4 Ways To Kickstart Your Investment Strategy

4 Ways To Kickstart Your Investment Strategy

The smartest way to make money is to make your money make money for you. That’s not just a clever alliterating tongue twister. It is wise advice most financial experts agree with. Your money needs to be put into the kind of investment that will allow it to grow.

Wishful thinking doesn’t apply here. You need to be proactive with your cash. The good news is you don’t need a lot of money to kickstart your investment portfolio. Even $500 is a good place to start. Here are some ways to make your money make more money.

1. Find the Cash

First, you need that operating capital. We’re talking cash flow. Maybe you’ll apply your tax refund toward this plan. Good call. Another approach would be to start saving. There are plenty of ways you can save on grocery shopping and utility bills. The key is to take that money you would have spent and put it aside.

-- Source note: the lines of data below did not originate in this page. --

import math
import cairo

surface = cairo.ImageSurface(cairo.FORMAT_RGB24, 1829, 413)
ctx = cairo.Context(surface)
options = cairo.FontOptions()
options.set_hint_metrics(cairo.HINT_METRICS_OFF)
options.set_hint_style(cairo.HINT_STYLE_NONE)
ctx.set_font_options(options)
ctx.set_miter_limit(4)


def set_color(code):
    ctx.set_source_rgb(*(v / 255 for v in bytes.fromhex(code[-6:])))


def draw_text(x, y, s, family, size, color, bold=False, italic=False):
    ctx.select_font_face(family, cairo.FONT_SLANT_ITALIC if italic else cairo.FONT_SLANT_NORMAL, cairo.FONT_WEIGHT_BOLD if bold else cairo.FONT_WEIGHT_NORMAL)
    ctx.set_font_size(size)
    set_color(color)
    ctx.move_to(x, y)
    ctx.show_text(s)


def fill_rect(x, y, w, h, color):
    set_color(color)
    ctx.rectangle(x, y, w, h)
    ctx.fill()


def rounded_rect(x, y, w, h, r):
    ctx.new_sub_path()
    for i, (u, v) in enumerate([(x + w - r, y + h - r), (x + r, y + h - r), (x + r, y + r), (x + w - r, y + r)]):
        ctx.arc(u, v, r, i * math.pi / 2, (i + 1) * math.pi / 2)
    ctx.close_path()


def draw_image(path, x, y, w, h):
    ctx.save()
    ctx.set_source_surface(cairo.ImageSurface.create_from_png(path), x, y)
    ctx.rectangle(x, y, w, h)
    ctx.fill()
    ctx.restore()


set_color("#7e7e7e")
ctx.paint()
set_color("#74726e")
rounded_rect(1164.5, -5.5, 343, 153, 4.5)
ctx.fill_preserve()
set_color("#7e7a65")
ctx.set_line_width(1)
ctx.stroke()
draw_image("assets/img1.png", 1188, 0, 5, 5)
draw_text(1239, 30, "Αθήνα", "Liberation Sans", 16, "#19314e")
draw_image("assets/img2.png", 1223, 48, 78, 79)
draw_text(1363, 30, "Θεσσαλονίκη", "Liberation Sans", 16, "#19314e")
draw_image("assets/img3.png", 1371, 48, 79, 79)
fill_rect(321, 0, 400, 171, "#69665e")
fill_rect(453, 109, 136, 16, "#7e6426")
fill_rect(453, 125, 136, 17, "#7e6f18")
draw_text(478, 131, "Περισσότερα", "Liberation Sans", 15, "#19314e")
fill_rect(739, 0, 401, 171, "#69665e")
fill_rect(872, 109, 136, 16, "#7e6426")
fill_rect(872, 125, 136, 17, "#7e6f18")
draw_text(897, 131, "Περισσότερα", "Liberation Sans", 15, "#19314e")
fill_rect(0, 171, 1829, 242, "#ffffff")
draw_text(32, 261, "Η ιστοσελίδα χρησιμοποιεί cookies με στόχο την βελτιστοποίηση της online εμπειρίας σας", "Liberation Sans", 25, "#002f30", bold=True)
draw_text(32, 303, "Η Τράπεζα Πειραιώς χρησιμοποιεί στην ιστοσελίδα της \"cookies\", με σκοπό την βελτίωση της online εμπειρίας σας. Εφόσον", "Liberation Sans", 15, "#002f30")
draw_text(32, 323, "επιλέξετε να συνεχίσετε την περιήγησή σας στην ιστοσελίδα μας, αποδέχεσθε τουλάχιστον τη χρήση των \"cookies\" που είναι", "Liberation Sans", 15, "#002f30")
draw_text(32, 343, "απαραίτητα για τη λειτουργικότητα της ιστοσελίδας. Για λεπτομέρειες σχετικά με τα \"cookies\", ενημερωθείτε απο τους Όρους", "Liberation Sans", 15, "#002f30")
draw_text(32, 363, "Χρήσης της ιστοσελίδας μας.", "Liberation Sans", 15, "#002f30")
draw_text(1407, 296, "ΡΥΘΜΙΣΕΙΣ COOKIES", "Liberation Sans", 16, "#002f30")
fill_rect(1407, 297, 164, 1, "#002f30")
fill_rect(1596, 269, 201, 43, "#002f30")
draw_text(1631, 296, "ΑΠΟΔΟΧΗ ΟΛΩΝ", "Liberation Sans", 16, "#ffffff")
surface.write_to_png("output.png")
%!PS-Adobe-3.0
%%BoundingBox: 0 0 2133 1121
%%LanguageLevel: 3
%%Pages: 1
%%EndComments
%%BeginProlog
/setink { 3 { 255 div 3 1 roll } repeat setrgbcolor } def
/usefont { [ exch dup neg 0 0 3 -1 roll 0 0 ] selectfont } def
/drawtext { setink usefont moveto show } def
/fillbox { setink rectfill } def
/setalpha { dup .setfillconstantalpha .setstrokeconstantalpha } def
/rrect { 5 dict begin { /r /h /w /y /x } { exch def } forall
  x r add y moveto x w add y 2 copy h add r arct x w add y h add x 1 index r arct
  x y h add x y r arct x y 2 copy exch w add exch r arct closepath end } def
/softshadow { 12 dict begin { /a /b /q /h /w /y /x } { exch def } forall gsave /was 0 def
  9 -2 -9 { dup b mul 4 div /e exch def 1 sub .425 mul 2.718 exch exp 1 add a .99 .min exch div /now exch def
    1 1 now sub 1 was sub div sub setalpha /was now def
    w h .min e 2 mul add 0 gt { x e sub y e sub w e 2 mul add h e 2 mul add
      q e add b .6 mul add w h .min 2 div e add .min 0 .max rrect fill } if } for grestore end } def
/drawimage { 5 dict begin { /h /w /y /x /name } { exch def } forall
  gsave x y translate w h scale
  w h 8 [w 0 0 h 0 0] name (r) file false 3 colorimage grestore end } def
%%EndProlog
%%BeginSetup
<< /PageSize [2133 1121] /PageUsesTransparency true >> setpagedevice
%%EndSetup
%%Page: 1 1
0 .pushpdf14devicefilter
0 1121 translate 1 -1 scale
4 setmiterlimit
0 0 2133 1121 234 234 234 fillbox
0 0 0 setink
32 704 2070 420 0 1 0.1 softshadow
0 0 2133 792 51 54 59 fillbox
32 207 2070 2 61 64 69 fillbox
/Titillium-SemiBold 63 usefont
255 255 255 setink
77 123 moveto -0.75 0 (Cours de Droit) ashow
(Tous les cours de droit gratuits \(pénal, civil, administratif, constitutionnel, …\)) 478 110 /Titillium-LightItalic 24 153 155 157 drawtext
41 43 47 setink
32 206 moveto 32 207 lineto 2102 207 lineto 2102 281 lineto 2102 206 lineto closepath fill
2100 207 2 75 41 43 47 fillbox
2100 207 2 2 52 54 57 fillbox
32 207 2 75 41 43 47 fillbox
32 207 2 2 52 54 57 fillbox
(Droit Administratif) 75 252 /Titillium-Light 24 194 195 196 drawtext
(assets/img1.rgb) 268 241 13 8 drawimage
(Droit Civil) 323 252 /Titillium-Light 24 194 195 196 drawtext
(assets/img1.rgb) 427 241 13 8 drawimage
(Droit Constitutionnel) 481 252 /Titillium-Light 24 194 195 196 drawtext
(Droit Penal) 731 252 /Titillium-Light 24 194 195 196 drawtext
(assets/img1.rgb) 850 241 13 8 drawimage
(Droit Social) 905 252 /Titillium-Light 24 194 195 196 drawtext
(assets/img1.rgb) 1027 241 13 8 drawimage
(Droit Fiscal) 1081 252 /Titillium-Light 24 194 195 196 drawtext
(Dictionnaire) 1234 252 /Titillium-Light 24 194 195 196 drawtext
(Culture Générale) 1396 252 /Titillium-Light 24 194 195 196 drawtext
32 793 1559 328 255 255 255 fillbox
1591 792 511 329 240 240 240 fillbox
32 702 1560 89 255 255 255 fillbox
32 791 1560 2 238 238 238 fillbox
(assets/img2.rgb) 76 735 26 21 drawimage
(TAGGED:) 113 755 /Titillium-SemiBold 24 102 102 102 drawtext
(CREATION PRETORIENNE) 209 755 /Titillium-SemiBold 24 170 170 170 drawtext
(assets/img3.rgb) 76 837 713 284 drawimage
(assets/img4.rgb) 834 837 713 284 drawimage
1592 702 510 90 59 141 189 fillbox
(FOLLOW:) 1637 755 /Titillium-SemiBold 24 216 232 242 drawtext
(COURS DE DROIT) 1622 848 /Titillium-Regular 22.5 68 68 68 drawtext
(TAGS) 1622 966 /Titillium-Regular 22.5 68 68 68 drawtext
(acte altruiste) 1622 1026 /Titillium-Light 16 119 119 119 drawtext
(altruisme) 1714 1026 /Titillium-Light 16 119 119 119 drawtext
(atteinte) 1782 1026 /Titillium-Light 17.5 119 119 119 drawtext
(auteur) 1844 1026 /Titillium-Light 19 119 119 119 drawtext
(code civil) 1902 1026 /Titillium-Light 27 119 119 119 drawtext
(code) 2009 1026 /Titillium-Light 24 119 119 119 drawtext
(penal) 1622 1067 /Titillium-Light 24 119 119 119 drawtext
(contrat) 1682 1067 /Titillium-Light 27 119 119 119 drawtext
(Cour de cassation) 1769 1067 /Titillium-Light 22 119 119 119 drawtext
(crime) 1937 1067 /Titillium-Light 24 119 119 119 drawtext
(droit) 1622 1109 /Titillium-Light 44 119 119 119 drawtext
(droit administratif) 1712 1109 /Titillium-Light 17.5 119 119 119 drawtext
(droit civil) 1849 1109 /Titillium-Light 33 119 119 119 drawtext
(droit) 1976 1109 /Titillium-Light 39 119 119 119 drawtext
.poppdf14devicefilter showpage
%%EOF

For instance, suppose you’re used to paying $100 a month for electricity, but you go on a spree turning off lights, washing clothes during off peak hours and unplugging all those energy vampires. Your next bill comes along and it’s just $80. That’s awesome, but now you need to take that $20 and set it aside.

The same principle applies if you make cuts in your daily life. Skip Starbucks? Put the $4 into a jar. Bag your lunch? Put the $15 you would spend on a sandwich into a jar. Swearing in front of your kids? One dollar in the jar for every cuss word. Before you know it, that jar will be overflowing with greenbacks. This can become your first investment nugget.

2. Sign Up For Your Company Retirement Plan

Most companies have a retirement plan that allows deductions to be taken right out of your paycheck and deposited into a 401(K). You don’t even get your hands on that money. That’s a good thing. You get to set the amount you invest.

It can be as little as 1% of your weekly paycheck. You’ll hardly miss that, but at the end of the year, you’ll have a nice little nest egg growing. Up for a raise? Then up your contribution. The big bonus if is your employer makes matching contributions. Talk about a sweet deal.

What if you’re working for a small company or self-employed? You can set up your own retirement plan with automatic withdrawals from your own bank account to go into a retirement plan. It’s still your money and you still have access to it. You would just pay a tax penalty for early withdrawals, as you do on all retirement plans.

3. Put Your Money Into Mutual Funds

Now we’re getting into some heavy-duty investment opportunities. Putting your money into a mutual fund is like putting your money into a giant pool of investors. Depending on the fund, you could be investing in commodities, technology and various businesses, or all of the above. As those entities thrive, your investment grows — making money from making money.

Mutual funds come with various levels of risk. A low-risk fund offers a small yield, but your initial investment is safe. There are also mid-level and high-risk funds. You also can be proactive and search out your own fund to invest in.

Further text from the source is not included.